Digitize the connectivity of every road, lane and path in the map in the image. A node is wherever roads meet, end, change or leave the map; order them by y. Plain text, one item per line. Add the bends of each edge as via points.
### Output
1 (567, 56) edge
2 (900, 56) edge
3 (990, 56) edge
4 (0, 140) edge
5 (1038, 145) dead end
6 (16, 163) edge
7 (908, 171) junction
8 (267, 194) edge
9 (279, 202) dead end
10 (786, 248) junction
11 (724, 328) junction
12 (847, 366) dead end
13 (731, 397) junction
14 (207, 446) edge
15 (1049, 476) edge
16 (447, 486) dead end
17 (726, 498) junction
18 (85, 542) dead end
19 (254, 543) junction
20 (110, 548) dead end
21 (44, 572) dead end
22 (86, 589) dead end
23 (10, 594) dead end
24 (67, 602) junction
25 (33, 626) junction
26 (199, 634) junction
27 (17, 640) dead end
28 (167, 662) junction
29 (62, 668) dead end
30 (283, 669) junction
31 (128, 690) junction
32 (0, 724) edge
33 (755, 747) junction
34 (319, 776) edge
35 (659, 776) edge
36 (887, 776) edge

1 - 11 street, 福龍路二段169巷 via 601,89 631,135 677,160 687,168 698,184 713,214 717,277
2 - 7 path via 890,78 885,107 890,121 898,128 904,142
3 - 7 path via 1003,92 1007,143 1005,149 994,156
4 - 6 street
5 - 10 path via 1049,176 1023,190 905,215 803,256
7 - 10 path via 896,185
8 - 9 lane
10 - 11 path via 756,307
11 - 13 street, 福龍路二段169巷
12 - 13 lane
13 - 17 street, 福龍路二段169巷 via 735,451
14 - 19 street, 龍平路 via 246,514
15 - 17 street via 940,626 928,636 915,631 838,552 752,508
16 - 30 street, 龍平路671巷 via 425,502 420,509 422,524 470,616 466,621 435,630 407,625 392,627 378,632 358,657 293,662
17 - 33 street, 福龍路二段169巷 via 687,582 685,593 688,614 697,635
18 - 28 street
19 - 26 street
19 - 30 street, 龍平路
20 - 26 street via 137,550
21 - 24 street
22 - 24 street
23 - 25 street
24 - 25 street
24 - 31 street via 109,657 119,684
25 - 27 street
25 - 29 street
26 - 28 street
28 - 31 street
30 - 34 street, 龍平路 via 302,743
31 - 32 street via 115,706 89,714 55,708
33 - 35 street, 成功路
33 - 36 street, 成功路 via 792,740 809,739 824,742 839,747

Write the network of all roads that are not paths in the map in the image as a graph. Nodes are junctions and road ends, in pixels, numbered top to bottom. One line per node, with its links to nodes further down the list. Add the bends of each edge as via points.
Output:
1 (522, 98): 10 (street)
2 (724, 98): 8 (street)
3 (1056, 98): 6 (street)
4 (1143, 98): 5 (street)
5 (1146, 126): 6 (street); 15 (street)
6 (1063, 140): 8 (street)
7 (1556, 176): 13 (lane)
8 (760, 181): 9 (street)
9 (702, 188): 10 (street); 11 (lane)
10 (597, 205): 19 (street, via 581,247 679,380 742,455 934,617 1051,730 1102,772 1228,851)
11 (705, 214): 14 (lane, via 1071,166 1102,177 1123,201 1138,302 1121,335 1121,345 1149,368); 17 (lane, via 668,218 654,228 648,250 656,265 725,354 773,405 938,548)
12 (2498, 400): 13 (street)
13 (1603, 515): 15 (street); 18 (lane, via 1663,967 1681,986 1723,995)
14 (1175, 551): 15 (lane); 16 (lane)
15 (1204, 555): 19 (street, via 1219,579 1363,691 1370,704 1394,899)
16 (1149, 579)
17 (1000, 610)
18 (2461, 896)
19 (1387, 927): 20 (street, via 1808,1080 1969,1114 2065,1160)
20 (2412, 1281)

▶ [To do]:
Nothing in the data may be left out. Copy all of it exactly.

▶ [Response below]:
Digitize the connectivity of every road, lane and path in the map in the image. A node is wherever roads meet, end, change or leave the map; order them by y. Plain text, one item per line. Add the bends of each edge as via points.
### Output
1 (567, 56) edge
2 (900, 56) edge
3 (990, 56) edge
4 (0, 140) edge
5 (1038, 145) dead end
6 (16, 163) edge
7 (908, 171) junction
8 (267, 194) edge
9 (279, 202) dead end
10 (786, 248) junction
11 (724, 328) junction
12 (847, 366) dead end
13 (731, 397) junction
14 (207, 446) edge
15 (1049, 476) edge
16 (447, 486) dead end
17 (726, 498) junction
18 (85, 542) dead end
19 (254, 543) junction
20 (110, 548) dead end
21 (44, 572) dead end
22 (86, 589) dead end
23 (10, 594) dead end
24 (67, 602) junction
25 (33, 626) junction
26 (199, 634) junction
27 (17, 640) dead end
28 (167, 662) junction
29 (62, 668) dead end
30 (283, 669) junction
31 (128, 690) junction
32 (0, 724) edge
33 (755, 747) junction
34 (319, 776) edge
35 (659, 776) edge
36 (887, 776) edge

1 - 11 street, 福龍路二段169巷 via 601,89 631,135 677,160 687,168 698,184 713,214 717,277
2 - 7 path via 890,78 885,107 890,121 898,128 904,142
3 - 7 path via 1003,92 1007,143 1005,149 994,156
4 - 6 street
5 - 10 path via 1049,176 1023,190 905,215 803,256
7 - 10 path via 896,185
8 - 9 lane
10 - 11 path via 756,307
11 - 13 street, 福龍路二段169巷
12 - 13 lane
13 - 17 street, 福龍路二段169巷 via 735,451
14 - 19 street, 龍平路 via 246,514
15 - 17 street via 940,626 928,636 915,631 838,552 752,508
16 - 30 street, 龍平路671巷 via 425,502 420,509 422,524 470,616 466,621 435,630 407,625 392,627 378,632 358,657 293,662
17 - 33 street, 福龍路二段169巷 via 687,582 685,593 688,614 697,635
18 - 28 street
19 - 26 street
19 - 30 street, 龍平路
20 - 26 street via 137,550
21 - 24 street
22 - 24 street
23 - 25 street
24 - 25 street
24 - 31 street via 109,657 119,684
25 - 27 street
25 - 29 street
26 - 28 street
28 - 31 street
30 - 34 street, 龍平路 via 302,743
31 - 32 street via 115,706 89,714 55,708
33 - 35 street, 成功路
33 - 36 street, 成功路 via 792,740 809,739 824,742 839,747

Write the network of all roads that are not paths in the map in the image as a graph. Nodes are junctions and road ends, in pixels, numbered top to bottom. One line per node, with its links to nodes further down the list. Add the bends of each edge as via points.
Output:
1 (522, 98): 10 (street)
2 (724, 98): 8 (street)
3 (1056, 98): 6 (street)
4 (1143, 98): 5 (street)
5 (1146, 126): 6 (street); 15 (street)
6 (1063, 140): 8 (street)
7 (1556, 176): 13 (lane)
8 (760, 181): 9 (street)
9 (702, 188): 10 (street); 11 (lane)
10 (597, 205): 19 (street, via 581,247 679,380 742,455 934,617 1051,730 1102,772 1228,851)
11 (705, 214): 14 (lane, via 1071,166 1102,177 1123,201 1138,302 1121,335 1121,345 1149,368); 17 (lane, via 668,218 654,228 648,250 656,265 725,354 773,405 938,548)
12 (2498, 400): 13 (street)
13 (1603, 515): 15 (street); 18 (lane, via 1663,967 1681,986 1723,995)
14 (1175, 551): 15 (lane); 16 (lane)
15 (1204, 555): 19 (street, via 1219,579 1363,691 1370,704 1394,899)
16 (1149, 579)
17 (1000, 610)
18 (2461, 896)
19 (1387, 927): 20 (street, via 1808,1080 1969,1114 2065,1160)
20 (2412, 1281)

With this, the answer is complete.